Isn't it just so much easier to make sure that wealth isn't concentrated in so few hands? Tax wealth, not work.

And before everyone gets upset, tax serves two purposes; 1) control inflation (it in effect burns money that was issued when the govt previously paid for things), 2) disincentivises selected behaviours. and one side effect, when the govt runs a tax deficit it increases inflation, and of course the contrapositive is also true.

jlhawn|20 days ago

> control inflation

I think you are confusing cost inflation with an increase in the money supply. The way the US government funds deficit spending is not by increasing money supply (though it could) but by issuing debt in the form of US Treasury bonds. That is a transfer of money from bond investors to the government. No new money is made. This is distinct from the way that banks issue loans which is by creating new money in the form of credit (but that credit money gets "burned" as loan principal is paid back). So federal taxes do not actually control inflation in the way you are describing. Since federal deficit spending is not financed by increasing the money supply, it can only cause price inflation if it increases aggregate demand over the current productive capacity of the economy. An example would be paying more for healthcare subsidies when there's a shortage of doctors. Or subsidizing demand for housing with more mortgage subsidies when there's a housing shortage. Taxes could also increase inflation if they have the effect of reducing supply of some goods or services (like tariffs do).

Edit: I want to mention that the Federal Reserve can and does increase money supply by buying US Treasury Bonds from banks (converting the asset into cash reserves). There are various reasons why they do this but overall it's done with their dual mandate in mind: control inflation and minimize unemployment.

Terr_|20 days ago

> Isn't it just so much easier to make sure that wealth isn't concentrated in so few hands? Tax wealth, not work.

1. No, it's not "easier" because it's hard-if-not-impossible to accurately and objectively judge the present-value of many types of assets. Even the case most-familiar to working-class folks, property taxes, nobody really likes/trusts the outcome.

2. We don't tax work, we tax income, because actual transactions between people with "skin in the game" are harder to fake. The extent to which wages are preferred as a subset of income is separate from the wealth-vs-income split.

redleader55|20 days ago

It would be so nice of that tax was actually "burned"(similar to proof of stake), instead of being used to fund even greater inflation. This comes in the form of a huge administration, which gets payed for providing, many times, negative value. Alternatively, it is used to pay social benefits for the sole purpose of keeping the current political party in power.

nine_k|20 days ago

With wealth concentrated in so few hands, it's already not that easy to walk it back :-/

ghurtado|20 days ago

> Isn't it just so much easier to make sure that wealth isn't concentrated in so few hands?

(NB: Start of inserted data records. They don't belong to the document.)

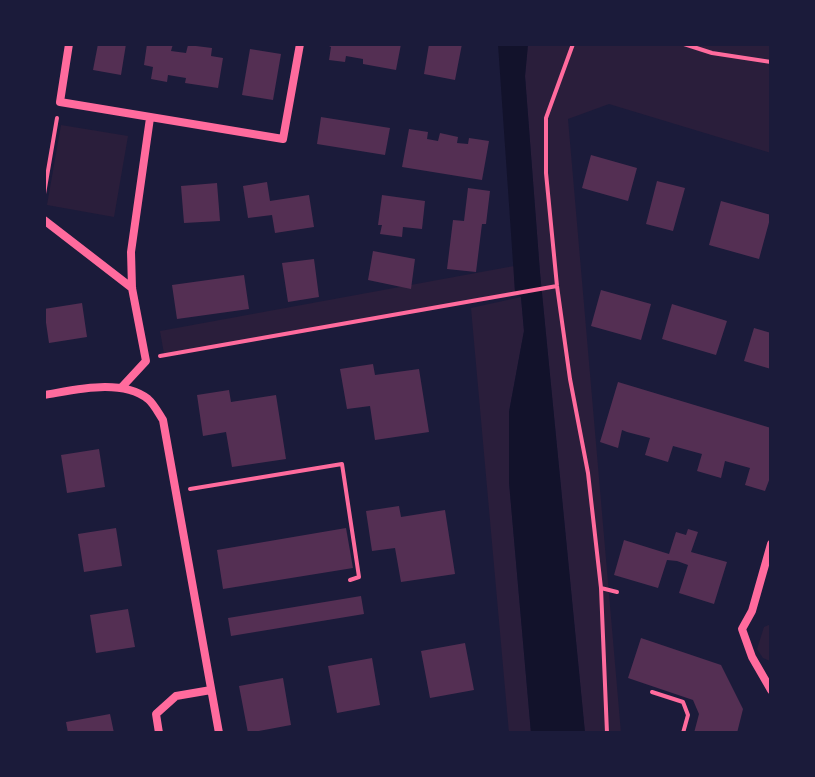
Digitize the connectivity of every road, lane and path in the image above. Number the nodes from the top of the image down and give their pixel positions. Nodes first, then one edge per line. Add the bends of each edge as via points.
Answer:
1 (69, 44) edge
2 (300, 44) edge
3 (573, 44) edge
4 (684, 44) edge
5 (718, 44) edge
6 (712, 53) junction
7 (771, 62) edge
8 (60, 102) junction
9 (150, 118) junction
10 (44, 194) edge
11 (44, 220) edge
12 (554, 287) junction
13 (132, 288) junction
14 (146, 361) junction
15 (121, 388) junction
16 (44, 395) edge
17 (176, 491) junction
18 (771, 544) edge
19 (350, 580) dead end
20 (601, 588) junction
21 (617, 592) dead end
22 (211, 690) junction
23 (771, 690) edge
24 (652, 692) dead end
25 (159, 733) edge
26 (219, 733) edge
27 (607, 733) edge
28 (683, 733) edge

1 - 8 street
2 - 9 street via 283,139
3 - 12 path via 546,118
4 - 6 path
5 - 6 path
6 - 7 path
8 - 9 street
8 - 10 path
9 - 13 street via 131,252
11 - 13 street
12 - 14 path
12 - 20 path via 588,473
13 - 14 street
14 - 15 street
15 - 16 street
15 - 17 street via 149,399 163,420
17 - 19 path via 342,464 359,577
17 - 22 street
18 - 23 street via 742,629
20 - 21 path
20 - 27 path
22 - 25 street via 176,696 156,714
22 - 26 street
24 - 28 path via 683,702 688,715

Except for the fact that, without first solving the problem you responded to, yours is impossible to solve

AlexandrB|20 days ago

This is overly simplistic. Most economic activity is not related to the government at all. Taxation can slow economic growth and inflation, but the government running at a deficit or surplus is neither a cause or a solution for inflation but rather a byproduct of multiple aspects of government policy.

chongli|20 days ago

Isn't it just so much easier to make sure that wealth isn't concentrated in so few hands? Tax wealth, not work.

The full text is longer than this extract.